Dataset entries
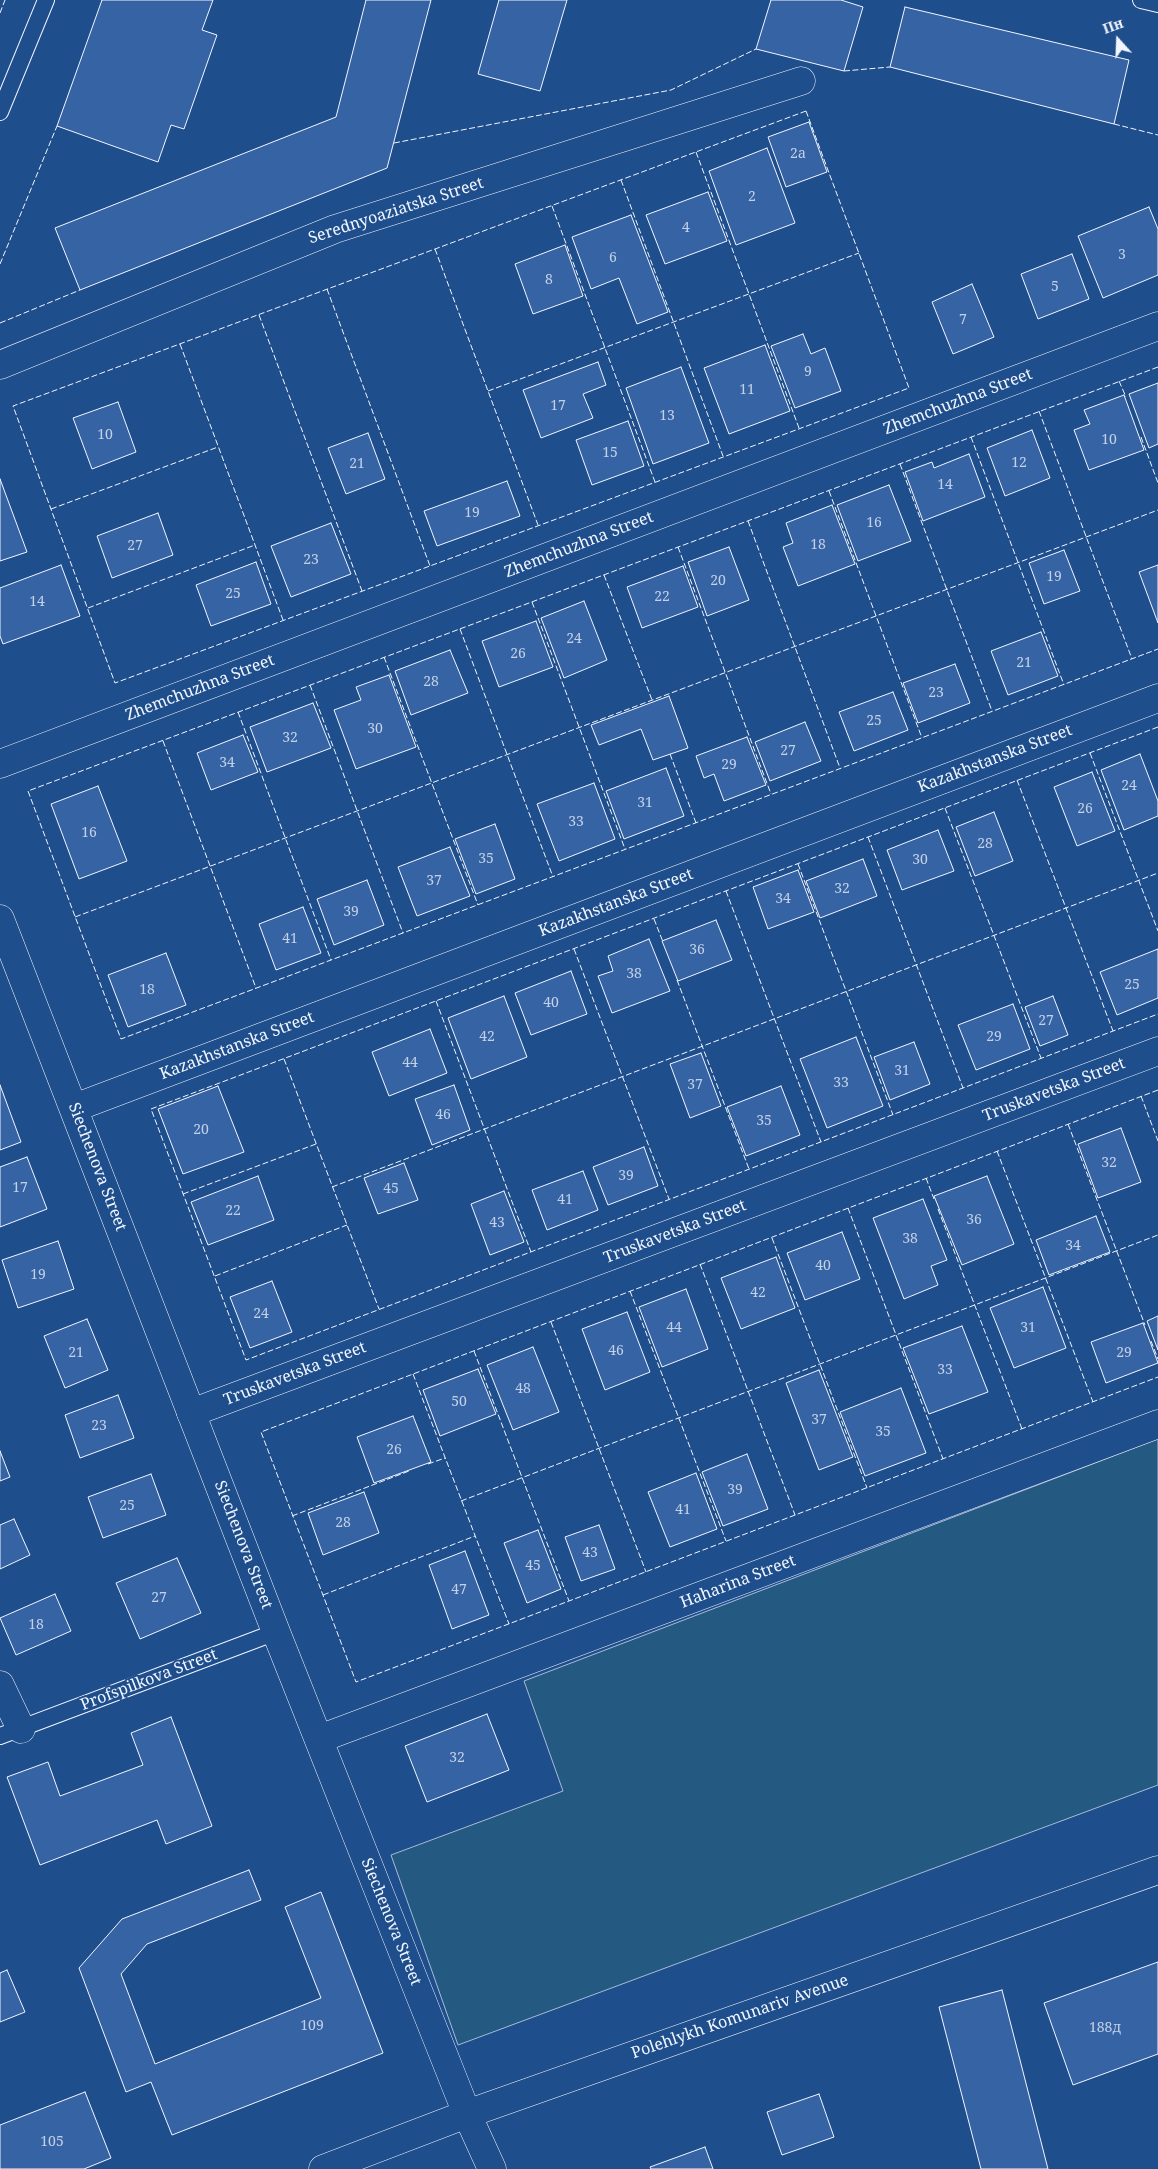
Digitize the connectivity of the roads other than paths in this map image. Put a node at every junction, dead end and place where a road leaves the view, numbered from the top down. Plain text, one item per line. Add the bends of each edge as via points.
1 (46, 0) edge
2 (1141, 0) edge
3 (1158, 4) edge
4 (801, 82) dead end
5 (0, 112) edge
6 (1158, 326) edge
7 (0, 365) edge
8 (1158, 698) edge
9 (0, 764) edge
10 (0, 919) edge
11 (1158, 1051) edge
12 (74, 1108) junction
13 (191, 1413) junction
14 (1158, 1424) edge
15 (276, 1632) junction
16 (0, 1685) edge
17 (10, 1732) edge
18 (319, 1739) junction
19 (1158, 1870) edge
20 (467, 2114) junction
21 (323, 2169) edge
22 (492, 2169) edge

1 - 5 lane
2 - 3 lane
4 - 7 street, Serednyoaziatska Street via 335,229
6 - 9 street, Zhemchuzhna Street
8 - 12 street, Kazakhstanska Street
10 - 12 street, Siechenova Street
11 - 13 street, Truskavetska Street
12 - 13 street, Siechenova Street
13 - 15 street, Siechenova Street
14 - 18 street, Haharina Street
15 - 17 lane, Profspilkova Street
15 - 18 street, Siechenova Street
16 - 17 street, Profspilkova Street
18 - 20 street, Siechenova Street
19 - 20 street, Polehlykh Komunariv Avenue
20 - 21 street, Polehlykh Komunariv Avenue
20 - 22 street, Siechenova Street

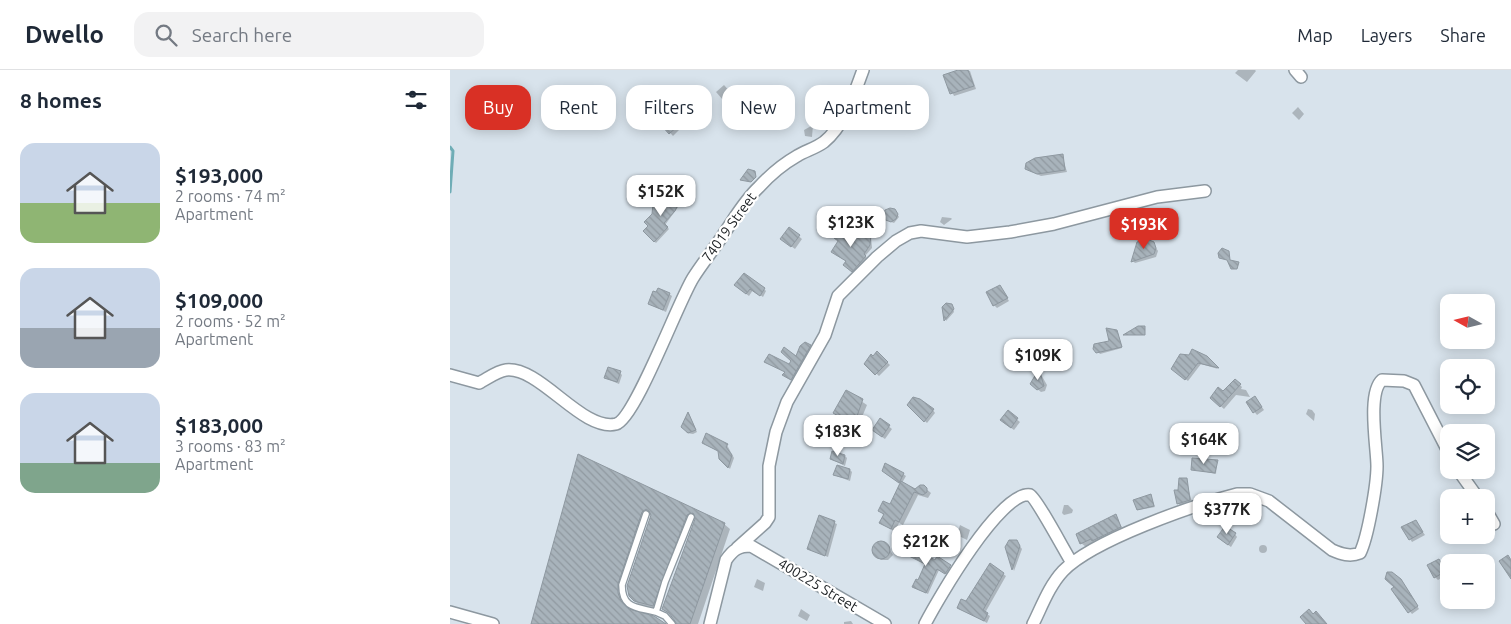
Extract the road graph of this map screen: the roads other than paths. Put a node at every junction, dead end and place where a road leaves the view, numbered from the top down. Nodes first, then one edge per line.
1 (863, 70) edge
2 (1206, 191) dead end
3 (450, 375) edge
4 (1440, 436) edge
5 (646, 514) dead end
6 (690, 516) dead end
7 (737, 548) junction
8 (1072, 563) junction
9 (450, 612) edge
10 (656, 612) junction
11 (493, 624) edge
12 (672, 624) edge
13 (710, 624) edge
14 (885, 624) edge
15 (925, 624) edge
16 (1033, 624) edge

1 - 3 street, 74019 Street
2 - 7 street
4 - 8 street
5 - 10 lane
6 - 10 lane
7 - 13 street
7 - 14 street, 400225 Street
8 - 15 street
8 - 16 street
9 - 11 street
10 - 12 lane

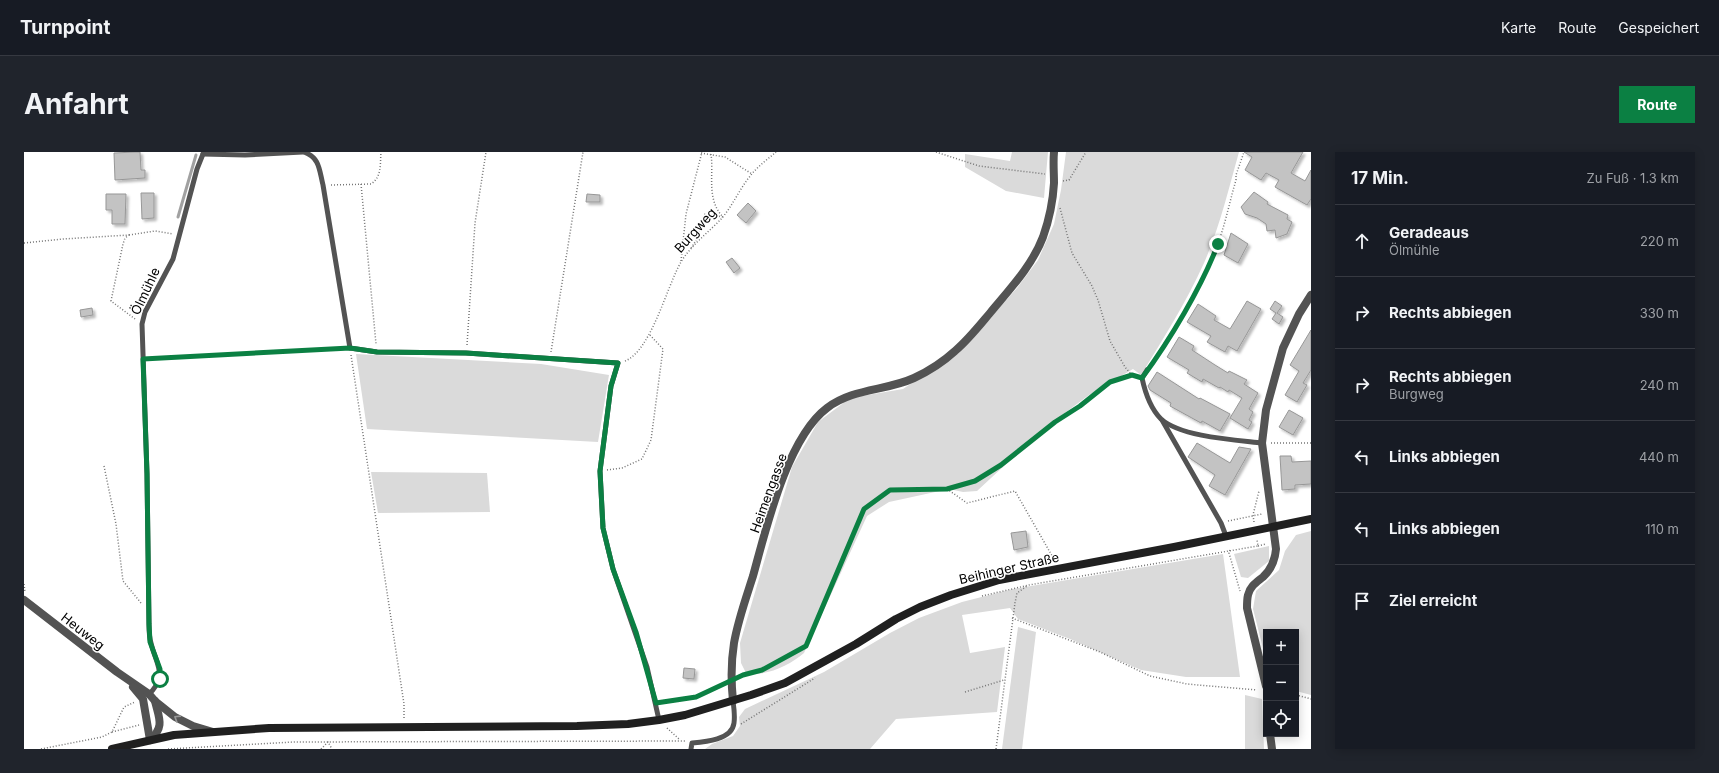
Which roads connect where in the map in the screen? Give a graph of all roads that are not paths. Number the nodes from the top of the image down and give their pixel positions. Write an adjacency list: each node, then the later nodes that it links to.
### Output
1 (303, 152): 3 (lane); 16 (lane)
2 (1054, 152): 15 (street, Heimengasse)
3 (202, 153): 13 (lane, Ölmühle)
4 (1311, 295): 7 (street)
5 (1147, 370): 6 (lane)
6 (1162, 419): 7 (lane); 10 (lane)
7 (1262, 443): 9 (street)
8 (1311, 519): 9 (main road, Beihinger Straße)
9 (1274, 527): 10 (main road, Beihinger Straße); 12 (street)
10 (1226, 536): 15 (main road, Beihinger Straße)
11 (24, 600): 13 (street, Heuweg)
12 (1263, 688)
13 (146, 697): 14 (street, Heuweg); 19 (street)
14 (155, 701): 17 (street, one-way to 14); 19 (street)
15 (733, 701): 16 (main road, Beihinger Straße); 21 (lane)
16 (659, 720): 17 (main road, Beihinger Straße)
17 (213, 732): 19 (main road, Beihinger Straße)
18 (1270, 737): 22 (street)
19 (150, 740): 20 (main road, Beihinger Straße)
20 (112, 749)
21 (691, 749)
22 (1272, 749)

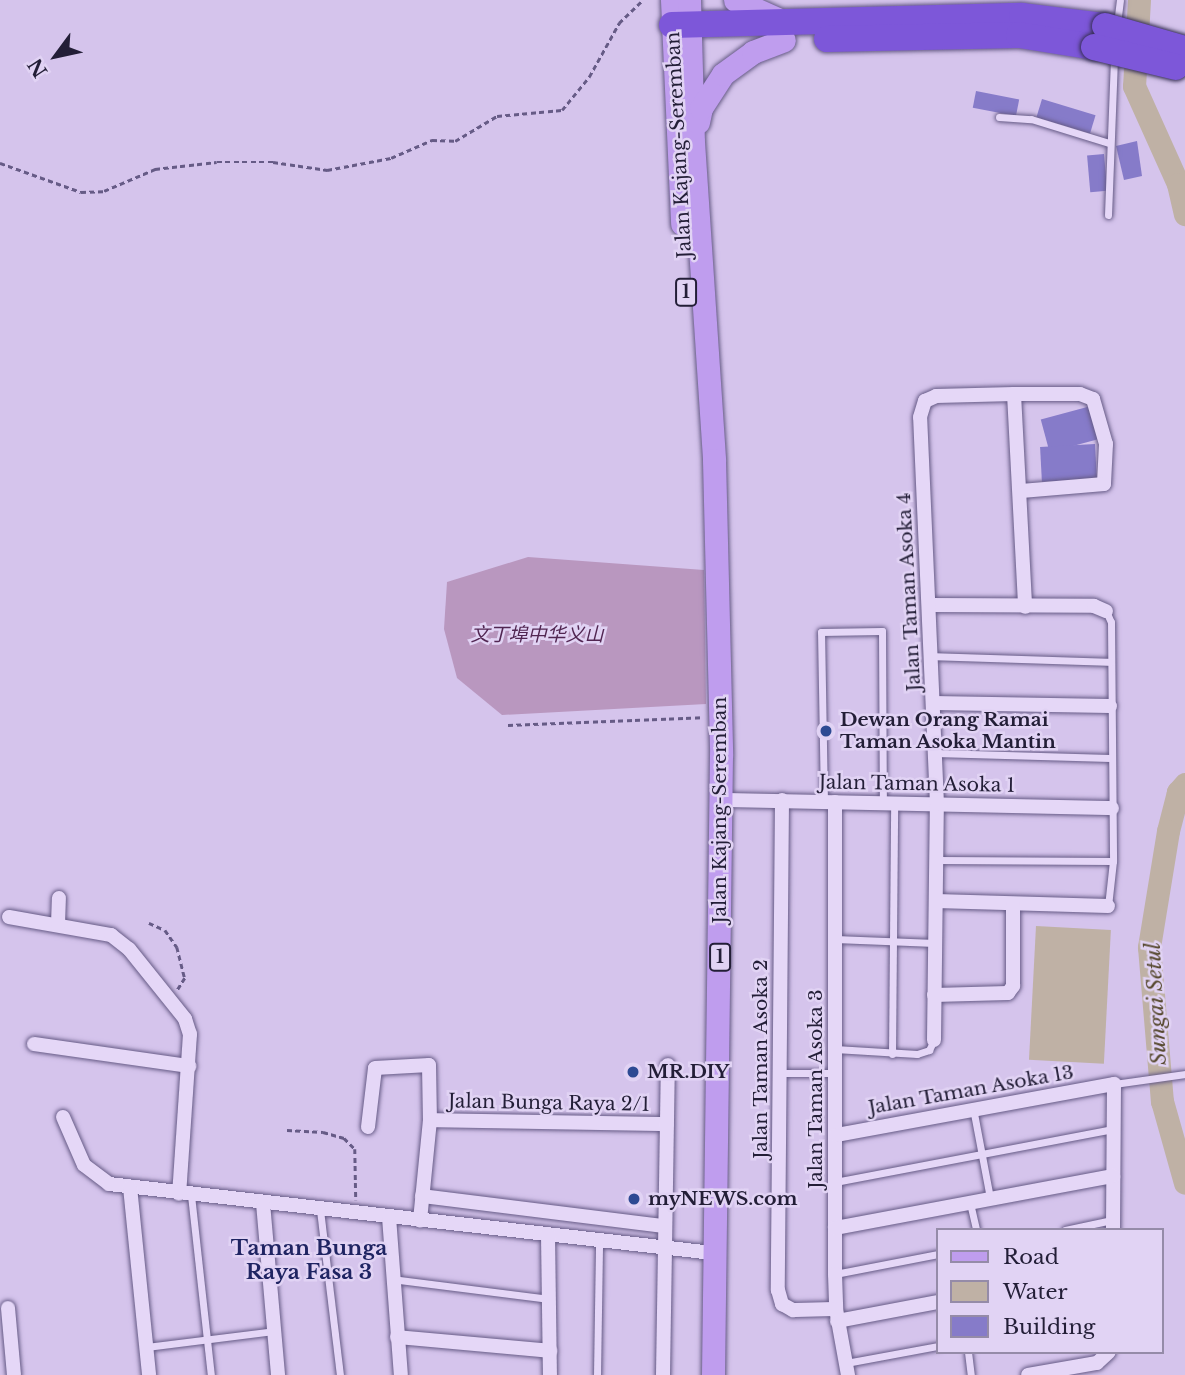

Brief
Repeat exactly and only the lines from the one holding "Extract the road" through the final line of the entries; no pictures.

Output below
Extract the road graph of this map screen: the roads other than paths. Put a node at every junction, dead end and place where a road leaves the view, numbered from the top down. Nodes first, then one edge per line.
1 (863, 70) edge
2 (1206, 191) dead end
3 (450, 375) edge
4 (1440, 436) edge
5 (646, 514) dead end
6 (690, 516) dead end
7 (737, 548) junction
8 (1072, 563) junction
9 (450, 612) edge
10 (656, 612) junction
11 (493, 624) edge
12 (672, 624) edge
13 (710, 624) edge
14 (885, 624) edge
15 (925, 624) edge
16 (1033, 624) edge

1 - 3 street, 74019 Street
2 - 7 street
4 - 8 street
5 - 10 lane
6 - 10 lane
7 - 13 street
7 - 14 street, 400225 Street
8 - 15 street
8 - 16 street
9 - 11 street
10 - 12 lane

Which roads connect where in the map in the screen? Give a graph of all roads that are not paths. Number the nodes from the top of the image down and give their pixel positions. Write an adjacency list: each node, then the later nodes that it links to.
### Output
1 (303, 152): 3 (lane); 16 (lane)
2 (1054, 152): 15 (street, Heimengasse)
3 (202, 153): 13 (lane, Ölmühle)
4 (1311, 295): 7 (street)
5 (1147, 370): 6 (lane)
6 (1162, 419): 7 (lane); 10 (lane)
7 (1262, 443): 9 (street)
8 (1311, 519): 9 (main road, Beihinger Straße)
9 (1274, 527): 10 (main road, Beihinger Straße); 12 (street)
10 (1226, 536): 15 (main road, Beihinger Straße)
11 (24, 600): 13 (street, Heuweg)
12 (1263, 688)
13 (146, 697): 14 (street, Heuweg); 19 (street)
14 (155, 701): 17 (street, one-way to 14); 19 (street)
15 (733, 701): 16 (main road, Beihinger Straße); 21 (lane)
16 (659, 720): 17 (main road, Beihinger Straße)
17 (213, 732): 19 (main road, Beihinger Straße)
18 (1270, 737): 22 (street)
19 (150, 740): 20 (main road, Beihinger Straße)
20 (112, 749)
21 (691, 749)
22 (1272, 749)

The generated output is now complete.